The full text of Advisory Opinion 23-11 includes a statement of the facts considered by the Office of Inspector General.

It is our view that OIG’s conclusion is based upon the existence of all the factors in the Proposed Arrangement. We expect that a different conclusion may be reached by OIG if one or more of those factors did not exist.

The following summarizes OIG’s legal analysis:

The Proposed Arrangement would implicate the federal AKS and the Beneficiary Inducement CMP. The Proposed Arrangement does not fall squarely within any exception to the definition of “remuneration” or any safe harbor. However, OIG concludes the risk of fraud and abuse presented by the Proposed Arrangement is sufficiently low under the federal AKS to issue a favorable advisory opinion, and in an exercise of OIG’s discretion, OIG will not impose sanctions under the Beneficiary Inducements CMP as outlined in their analysis:

1. the Proposed Arrangement appears to be a reasonable means of promoting enrollment in the Study, particularly for those in the control group with no therapeutic benefit. Additionally, the cost-sharing subsidy may be essential to enrolling a sufficient number of participants and may be a reasonable means to facilitate enrollment of a socioeconomic diverse set of participants.
2. the Proposed Arrangement poses a low risk of overutilization or inappropriate utilization of items and services payable under a federal health care program.
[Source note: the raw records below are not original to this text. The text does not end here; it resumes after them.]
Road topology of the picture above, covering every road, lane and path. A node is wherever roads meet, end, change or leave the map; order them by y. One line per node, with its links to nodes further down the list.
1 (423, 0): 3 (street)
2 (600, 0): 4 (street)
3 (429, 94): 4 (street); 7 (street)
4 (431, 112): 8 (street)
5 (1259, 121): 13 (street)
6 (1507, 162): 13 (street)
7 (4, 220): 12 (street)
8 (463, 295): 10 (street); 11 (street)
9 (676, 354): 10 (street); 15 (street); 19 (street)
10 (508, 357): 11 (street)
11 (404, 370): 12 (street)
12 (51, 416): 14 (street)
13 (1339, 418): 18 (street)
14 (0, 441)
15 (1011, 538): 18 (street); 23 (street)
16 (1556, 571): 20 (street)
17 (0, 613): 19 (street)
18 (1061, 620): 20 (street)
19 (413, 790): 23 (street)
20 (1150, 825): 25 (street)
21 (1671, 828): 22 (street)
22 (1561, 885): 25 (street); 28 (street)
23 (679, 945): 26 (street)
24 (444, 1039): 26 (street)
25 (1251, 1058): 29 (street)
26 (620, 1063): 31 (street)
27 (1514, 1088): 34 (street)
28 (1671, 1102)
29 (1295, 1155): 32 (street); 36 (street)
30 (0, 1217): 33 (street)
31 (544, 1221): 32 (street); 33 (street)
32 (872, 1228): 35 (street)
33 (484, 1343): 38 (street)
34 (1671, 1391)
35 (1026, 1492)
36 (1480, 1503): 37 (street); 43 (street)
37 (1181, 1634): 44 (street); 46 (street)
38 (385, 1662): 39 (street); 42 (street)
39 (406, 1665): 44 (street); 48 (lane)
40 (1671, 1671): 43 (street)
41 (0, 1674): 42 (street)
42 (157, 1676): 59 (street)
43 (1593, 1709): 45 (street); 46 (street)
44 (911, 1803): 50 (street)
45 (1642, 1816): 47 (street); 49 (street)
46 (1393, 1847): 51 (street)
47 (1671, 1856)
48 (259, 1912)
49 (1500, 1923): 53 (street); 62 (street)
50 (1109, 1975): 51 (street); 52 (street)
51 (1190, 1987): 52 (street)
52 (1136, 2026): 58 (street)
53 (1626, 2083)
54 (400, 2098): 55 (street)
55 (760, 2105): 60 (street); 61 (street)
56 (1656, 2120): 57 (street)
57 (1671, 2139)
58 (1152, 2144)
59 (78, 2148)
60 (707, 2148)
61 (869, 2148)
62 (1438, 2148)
Although overall utilization may increase, OIG concludes there is nothing to indicate the increase would be inappropriate. Study participants and investigators and sites must comply with Study enrollment criteria and protocols. Overutilization is not likely, due to the cap in Study participants to 1,500. Additionally, the Study will be subject to FDA Category B IDE requirements also likely to limit overutilization.
3. the Proposed Arrangement is distinguishable from problematic “seeding arrangements” and Requestor would provide cost-sharing subsidies relating only to items and services furnished as part of the Study, which is intended as a one-time treatment, making prompt future utilization by Study participants not expected.